Now, we have another reason for not going to the Olympic games in Beijing.  And this one actually poses danger to the athletes – and all the spectators – themselves!  No, not just the smog, or something equally long-term.  We are talking about real, immediate, physical danger.  And not just to them alone, but to everyone back home when they return, especially the kids.

What, do you say, could this be?

The National Post has an interesting article about the outbreak of the infectious hand-mouth-foot disease (HMFD) in China!  According to CDC, HMFD can be caused by several different viruses, some of them mild, some potentially deadly, especially to children.  The National Post article says this outbreak is caused by EV71, of which the CDC says:

“Another cause of HFMD, EV71 may also cause viral meningitis and, rarely, more serious diseases, such as encephalitis, or a poliomyelitis-like paralysis. EV71 encephalitis may be fatal. Cases of fatal encephalitis occurred during outbreaks of HFMD in Malaysia in 1997 and in Taiwan in 1998.”

This disease can be spread by such innoculous means as cutlery not washed in hot enough water (CDC).  It is usualy only serious for children and people with weakened health, but strong adults (like, say, athletes) can become infected without becoming symptomatic, and spread the virus for several weeks (like, say, when they return home to their kids).

In other words, the athletes and millions of Olympic spectators could become infected, without being symptomatic.  Most visitors and athletes would likely fly home – and airplanes, with their re-circulated air, are perfect incubators for infectious pathogens… ask any nurse! Once home, all these people will celbrate, hug and kiss their kids, relatives, friends….get together to show photos and talk….

This sounds like an ‘ideal’ way to spread this disease!

Oh, but China would take all precautions to contain the infection, right?  Ask world’s leading experts to help them do all it takes to protect its own citizens as well as Olympic athletes and visitors?  Right?

As luck would have it, Taiwan is seen as having some of the best expertise in containing this disease – they have successfully done it two times recently!  Nice and close – except that…  China is not willing to accept help! 

Not only has it refused Taiwanese experts entry, it has also banned Taiwanese journalists.  Its own official newspapers are not exactly forthcoming with information on the epidemic…  Nice to see how well they are handling it…their traditional way of deny, deny, deny!  No problem here!  Yeah, and you expect us to trust any assurances after this, too?  Some track record!

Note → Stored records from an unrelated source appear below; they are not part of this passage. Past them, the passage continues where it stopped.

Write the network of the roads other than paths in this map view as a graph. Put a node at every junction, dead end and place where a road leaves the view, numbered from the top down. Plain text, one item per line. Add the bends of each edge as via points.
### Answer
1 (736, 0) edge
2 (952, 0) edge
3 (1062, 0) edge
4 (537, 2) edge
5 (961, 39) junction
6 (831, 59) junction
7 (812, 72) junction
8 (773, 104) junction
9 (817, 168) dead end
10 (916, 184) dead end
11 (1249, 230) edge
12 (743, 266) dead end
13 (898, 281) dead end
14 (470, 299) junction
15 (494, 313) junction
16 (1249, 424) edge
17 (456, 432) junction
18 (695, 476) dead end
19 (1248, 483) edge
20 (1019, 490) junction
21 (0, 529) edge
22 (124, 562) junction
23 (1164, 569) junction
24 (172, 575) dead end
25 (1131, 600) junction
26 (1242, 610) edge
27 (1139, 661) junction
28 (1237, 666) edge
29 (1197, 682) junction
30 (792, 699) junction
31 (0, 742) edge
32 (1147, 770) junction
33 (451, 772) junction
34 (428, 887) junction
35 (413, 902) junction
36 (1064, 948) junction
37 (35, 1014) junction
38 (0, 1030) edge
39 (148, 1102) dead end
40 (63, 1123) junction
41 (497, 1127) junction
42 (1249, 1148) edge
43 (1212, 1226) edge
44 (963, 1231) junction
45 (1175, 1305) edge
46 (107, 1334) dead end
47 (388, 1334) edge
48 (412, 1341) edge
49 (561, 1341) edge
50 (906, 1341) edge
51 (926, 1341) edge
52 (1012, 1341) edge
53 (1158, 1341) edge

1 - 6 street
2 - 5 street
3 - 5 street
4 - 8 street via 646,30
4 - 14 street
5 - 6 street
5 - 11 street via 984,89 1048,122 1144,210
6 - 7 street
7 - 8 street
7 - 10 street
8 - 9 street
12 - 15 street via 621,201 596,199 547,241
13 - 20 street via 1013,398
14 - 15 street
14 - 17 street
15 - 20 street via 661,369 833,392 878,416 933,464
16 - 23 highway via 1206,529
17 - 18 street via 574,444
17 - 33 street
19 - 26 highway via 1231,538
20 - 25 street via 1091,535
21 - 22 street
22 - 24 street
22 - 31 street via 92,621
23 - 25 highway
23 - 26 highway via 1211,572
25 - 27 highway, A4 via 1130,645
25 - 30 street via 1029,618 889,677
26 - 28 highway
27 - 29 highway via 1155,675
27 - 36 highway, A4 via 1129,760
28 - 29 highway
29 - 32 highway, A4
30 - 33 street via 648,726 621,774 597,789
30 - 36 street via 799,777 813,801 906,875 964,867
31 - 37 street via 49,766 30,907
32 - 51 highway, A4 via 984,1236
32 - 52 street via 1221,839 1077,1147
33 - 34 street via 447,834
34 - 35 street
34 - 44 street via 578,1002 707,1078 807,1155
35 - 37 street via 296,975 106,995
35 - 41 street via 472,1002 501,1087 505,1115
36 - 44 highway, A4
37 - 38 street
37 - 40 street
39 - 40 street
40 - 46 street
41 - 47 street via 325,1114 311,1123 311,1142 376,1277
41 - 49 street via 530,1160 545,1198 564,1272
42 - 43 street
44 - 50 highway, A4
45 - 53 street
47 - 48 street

It would be foolish to allow people to attend the Olympics in the midst of a deadly epidemic (and children in China have died during this outbreak already).  Or, in the least, governments which allow its citizens to travel to the Beijing Olympics MUST, as a matter of national health policy, establish quarantine areas where anyone returning from Beijing will have to be detained for several weeks, until any danger of spreading the disease has passed (both athletes and visitors).

Now, this is a thoroughly NON-POLITICAL reason not to go to this Olympics! 

It would not be a political boycot.  Rather, it would be a prudent and responsible policy to prevent the worldwide spread of a disease that kills children.

Will THIS be enough to make the world do the right thing?